┌──
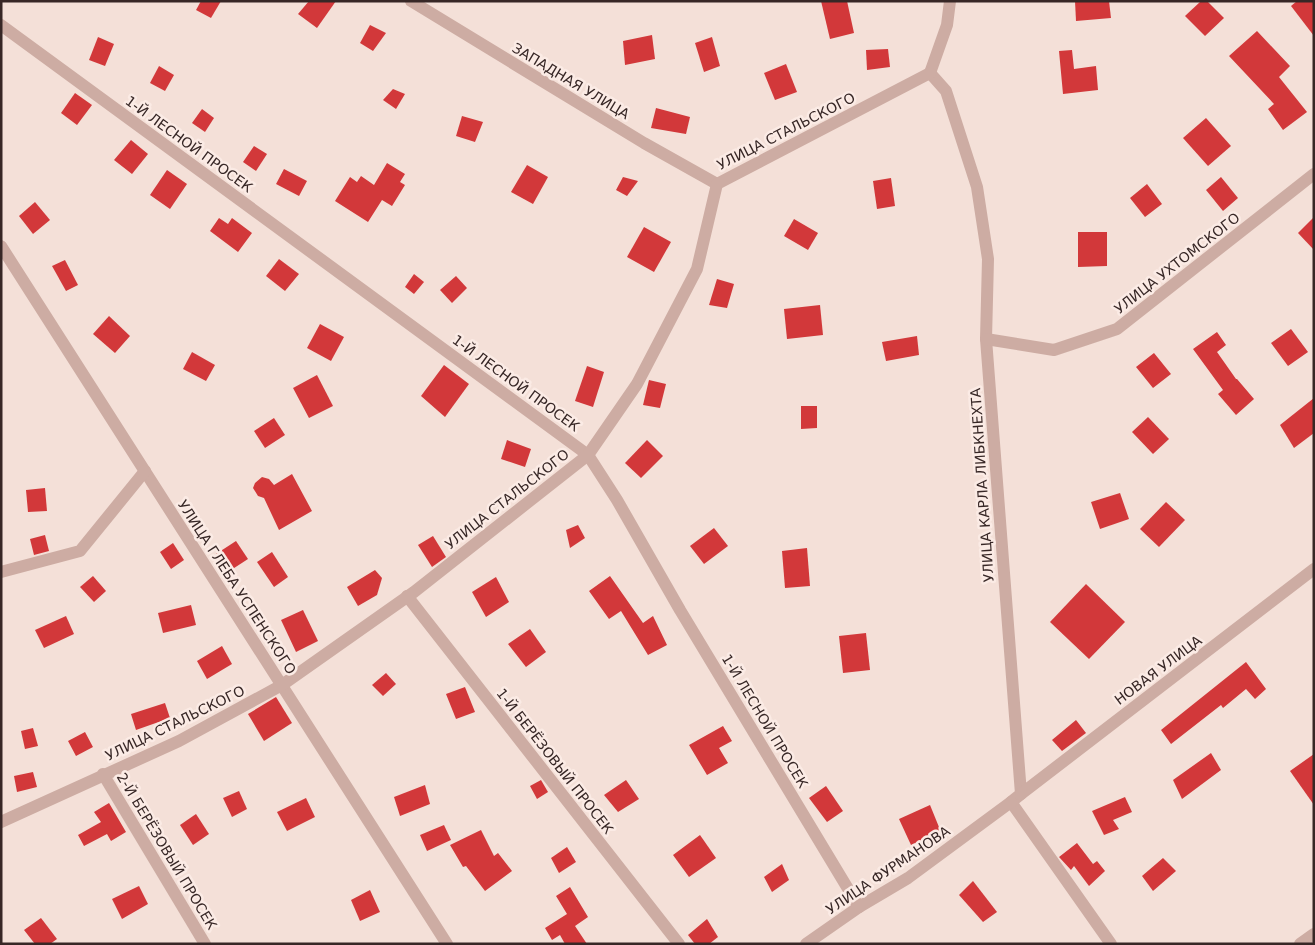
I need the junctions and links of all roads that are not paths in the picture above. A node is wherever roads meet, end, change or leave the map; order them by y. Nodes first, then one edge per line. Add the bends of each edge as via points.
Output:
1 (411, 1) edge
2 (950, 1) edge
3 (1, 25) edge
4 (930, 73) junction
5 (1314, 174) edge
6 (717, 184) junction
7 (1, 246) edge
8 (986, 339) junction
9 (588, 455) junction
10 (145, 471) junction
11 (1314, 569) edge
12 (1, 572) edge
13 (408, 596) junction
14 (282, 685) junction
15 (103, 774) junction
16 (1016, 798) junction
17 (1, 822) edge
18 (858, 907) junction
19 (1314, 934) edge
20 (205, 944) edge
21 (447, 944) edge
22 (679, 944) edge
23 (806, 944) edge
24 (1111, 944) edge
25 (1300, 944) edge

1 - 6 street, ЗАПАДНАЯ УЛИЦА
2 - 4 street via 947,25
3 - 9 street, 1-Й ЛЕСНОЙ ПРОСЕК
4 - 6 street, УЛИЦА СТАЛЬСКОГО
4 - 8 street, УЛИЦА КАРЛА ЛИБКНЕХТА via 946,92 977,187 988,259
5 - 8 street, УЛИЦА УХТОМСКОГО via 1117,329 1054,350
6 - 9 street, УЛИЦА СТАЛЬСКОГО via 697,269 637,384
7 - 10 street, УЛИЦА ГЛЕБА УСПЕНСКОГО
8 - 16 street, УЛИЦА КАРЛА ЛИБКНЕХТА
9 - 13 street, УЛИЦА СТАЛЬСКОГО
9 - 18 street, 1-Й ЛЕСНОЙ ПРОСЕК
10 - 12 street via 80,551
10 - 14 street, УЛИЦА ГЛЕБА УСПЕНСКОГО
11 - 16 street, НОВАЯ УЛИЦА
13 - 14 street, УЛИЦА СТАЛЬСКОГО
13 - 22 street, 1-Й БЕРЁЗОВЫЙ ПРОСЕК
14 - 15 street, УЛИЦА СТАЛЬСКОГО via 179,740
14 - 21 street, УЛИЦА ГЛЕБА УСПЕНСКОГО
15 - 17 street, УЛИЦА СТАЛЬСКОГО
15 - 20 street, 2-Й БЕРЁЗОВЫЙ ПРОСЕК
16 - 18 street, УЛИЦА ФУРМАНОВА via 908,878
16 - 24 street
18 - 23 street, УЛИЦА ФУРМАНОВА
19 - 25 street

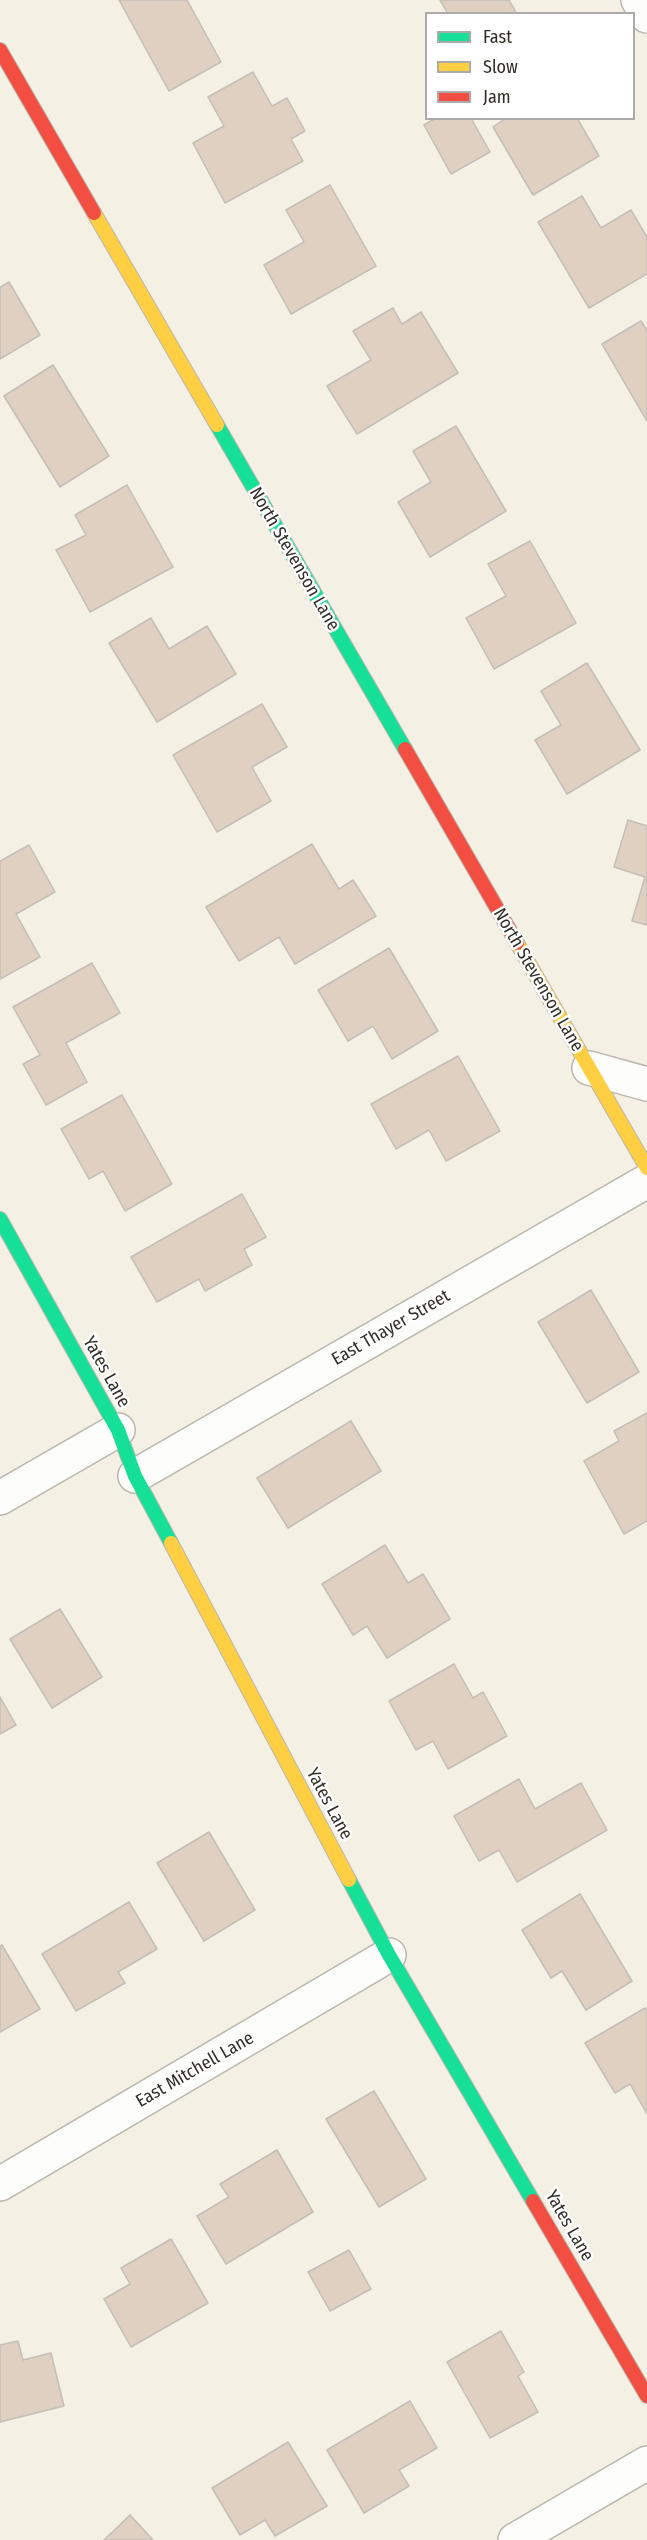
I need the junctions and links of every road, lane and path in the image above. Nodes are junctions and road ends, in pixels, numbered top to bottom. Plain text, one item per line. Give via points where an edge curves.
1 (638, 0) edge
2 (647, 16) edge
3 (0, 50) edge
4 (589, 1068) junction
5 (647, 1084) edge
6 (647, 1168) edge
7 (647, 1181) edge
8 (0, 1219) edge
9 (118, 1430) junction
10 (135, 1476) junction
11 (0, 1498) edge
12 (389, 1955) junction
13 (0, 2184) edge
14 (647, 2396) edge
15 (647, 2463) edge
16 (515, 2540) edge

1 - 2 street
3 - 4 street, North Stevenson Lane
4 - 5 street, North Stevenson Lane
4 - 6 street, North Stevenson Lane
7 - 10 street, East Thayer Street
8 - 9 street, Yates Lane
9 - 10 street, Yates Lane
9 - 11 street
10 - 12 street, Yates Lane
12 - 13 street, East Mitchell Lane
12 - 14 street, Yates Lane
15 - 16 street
└──
--- What is expected ---
Output, exactly and with nothing else, the lines from the line containing "I need the junctions and links of every" to the end of the entries.

--- The answer ---
I need the junctions and links of every road, lane and path in the image above. Nodes are junctions and road ends, in pixels, numbered top to bottom. Plain text, one item per line. Give via points where an edge curves.
1 (638, 0) edge
2 (647, 16) edge
3 (0, 50) edge
4 (589, 1068) junction
5 (647, 1084) edge
6 (647, 1168) edge
7 (647, 1181) edge
8 (0, 1219) edge
9 (118, 1430) junction
10 (135, 1476) junction
11 (0, 1498) edge
12 (389, 1955) junction
13 (0, 2184) edge
14 (647, 2396) edge
15 (647, 2463) edge
16 (515, 2540) edge

1 - 2 street
3 - 4 street, North Stevenson Lane
4 - 5 street, North Stevenson Lane
4 - 6 street, North Stevenson Lane
7 - 10 street, East Thayer Street
8 - 9 street, Yates Lane
9 - 10 street, Yates Lane
9 - 11 street
10 - 12 street, Yates Lane
12 - 13 street, East Mitchell Lane
12 - 14 street, Yates Lane
15 - 16 street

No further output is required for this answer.